MATERIAL FOR THE TASK:

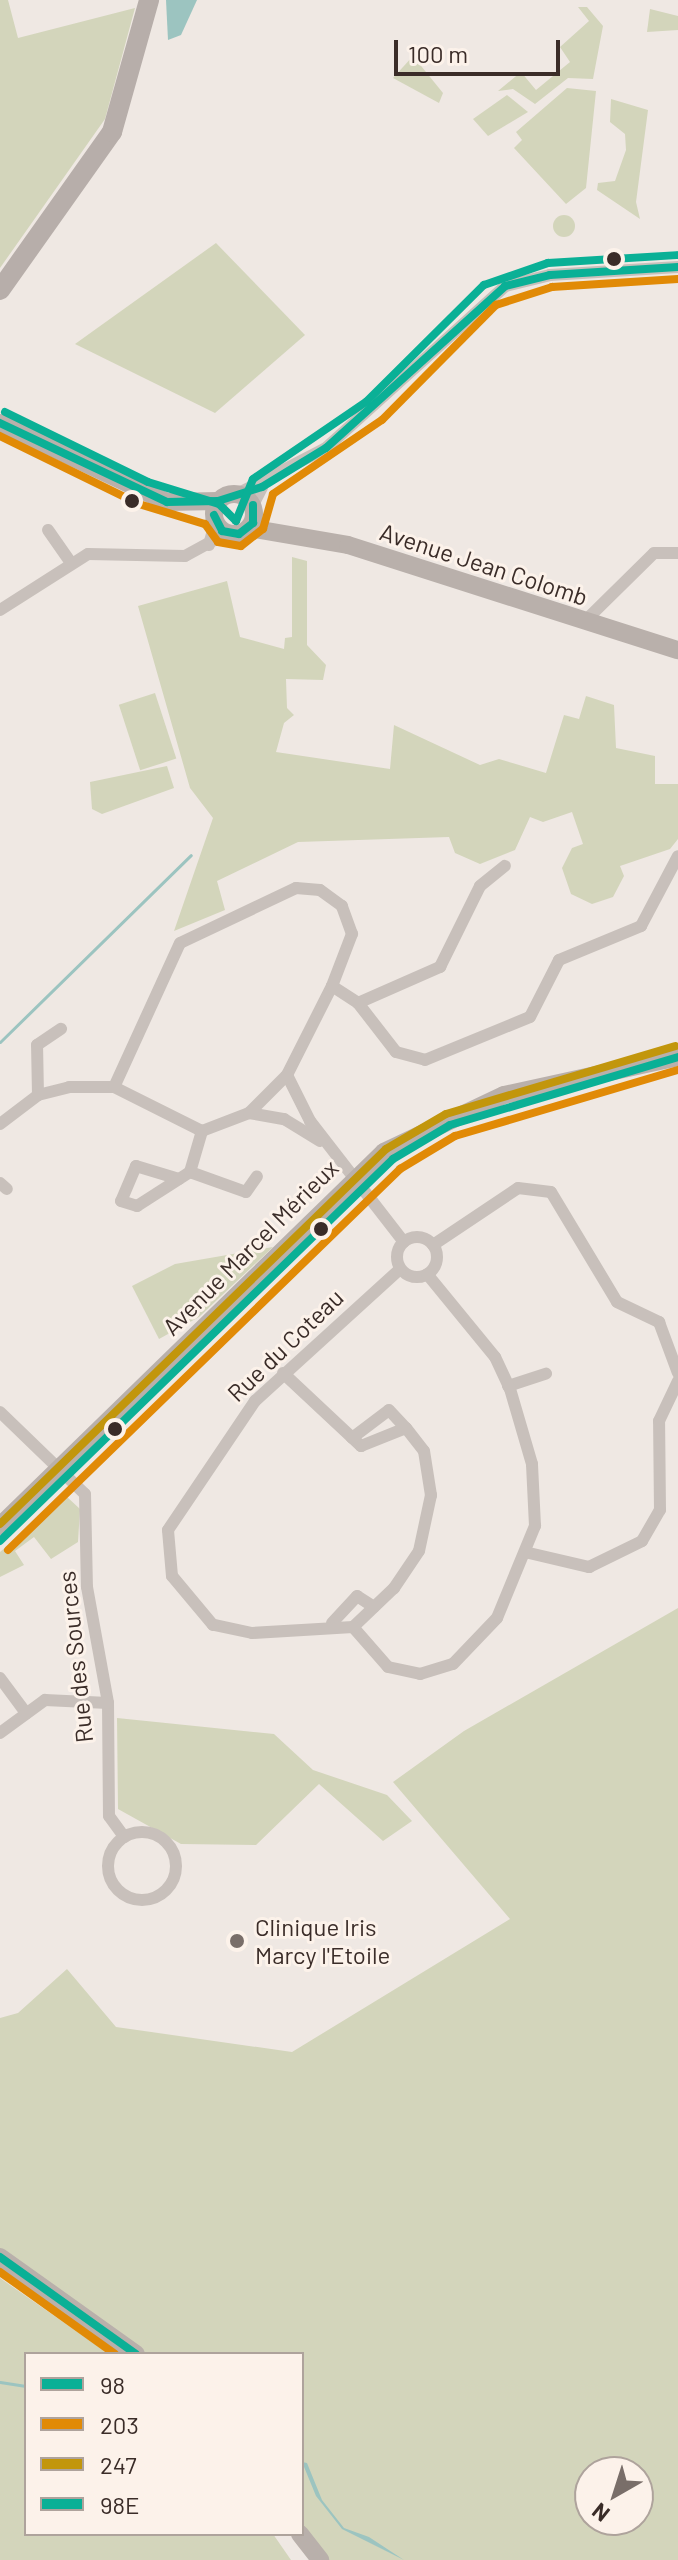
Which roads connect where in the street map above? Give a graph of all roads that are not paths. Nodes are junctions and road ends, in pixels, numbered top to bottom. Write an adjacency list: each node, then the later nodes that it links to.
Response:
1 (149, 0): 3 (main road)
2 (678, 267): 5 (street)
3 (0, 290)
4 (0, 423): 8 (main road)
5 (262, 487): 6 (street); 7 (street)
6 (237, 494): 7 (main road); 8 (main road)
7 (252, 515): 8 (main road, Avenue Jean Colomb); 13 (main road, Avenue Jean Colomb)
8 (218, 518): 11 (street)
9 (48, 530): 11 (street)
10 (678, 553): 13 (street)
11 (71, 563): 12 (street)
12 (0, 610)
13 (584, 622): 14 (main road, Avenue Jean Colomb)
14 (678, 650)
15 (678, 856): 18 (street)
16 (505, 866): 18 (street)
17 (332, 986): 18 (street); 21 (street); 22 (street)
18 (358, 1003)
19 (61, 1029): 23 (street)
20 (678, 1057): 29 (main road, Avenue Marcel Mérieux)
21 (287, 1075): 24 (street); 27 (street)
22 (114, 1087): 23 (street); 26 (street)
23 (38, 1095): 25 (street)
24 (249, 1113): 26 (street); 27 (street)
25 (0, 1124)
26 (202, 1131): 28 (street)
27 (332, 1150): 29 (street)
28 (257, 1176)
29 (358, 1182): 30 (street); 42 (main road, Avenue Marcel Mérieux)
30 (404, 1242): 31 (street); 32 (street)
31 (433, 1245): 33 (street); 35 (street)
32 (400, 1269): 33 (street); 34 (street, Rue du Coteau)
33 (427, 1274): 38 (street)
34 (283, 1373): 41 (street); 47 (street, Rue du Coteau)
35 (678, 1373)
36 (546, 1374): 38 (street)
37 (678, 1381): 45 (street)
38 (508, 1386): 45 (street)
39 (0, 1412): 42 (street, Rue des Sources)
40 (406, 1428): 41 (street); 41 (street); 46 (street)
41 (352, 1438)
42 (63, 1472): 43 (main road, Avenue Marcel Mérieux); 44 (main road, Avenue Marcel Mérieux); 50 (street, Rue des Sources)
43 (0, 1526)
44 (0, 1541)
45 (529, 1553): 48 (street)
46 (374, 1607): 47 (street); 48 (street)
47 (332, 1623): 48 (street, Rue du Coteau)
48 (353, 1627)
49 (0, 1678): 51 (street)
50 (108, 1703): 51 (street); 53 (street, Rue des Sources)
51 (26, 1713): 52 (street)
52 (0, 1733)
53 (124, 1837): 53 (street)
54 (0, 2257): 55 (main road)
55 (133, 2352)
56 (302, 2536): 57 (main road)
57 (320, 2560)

TASK DESCRIPTION: Return each line of the data where the word "Colomb" appears.

EXERCISE RESPONSE:
7 (252, 515): 8 (main road, Avenue Jean Colomb); 13 (main road, Avenue Jean Colomb)
13 (584, 622): 14 (main road, Avenue Jean Colomb)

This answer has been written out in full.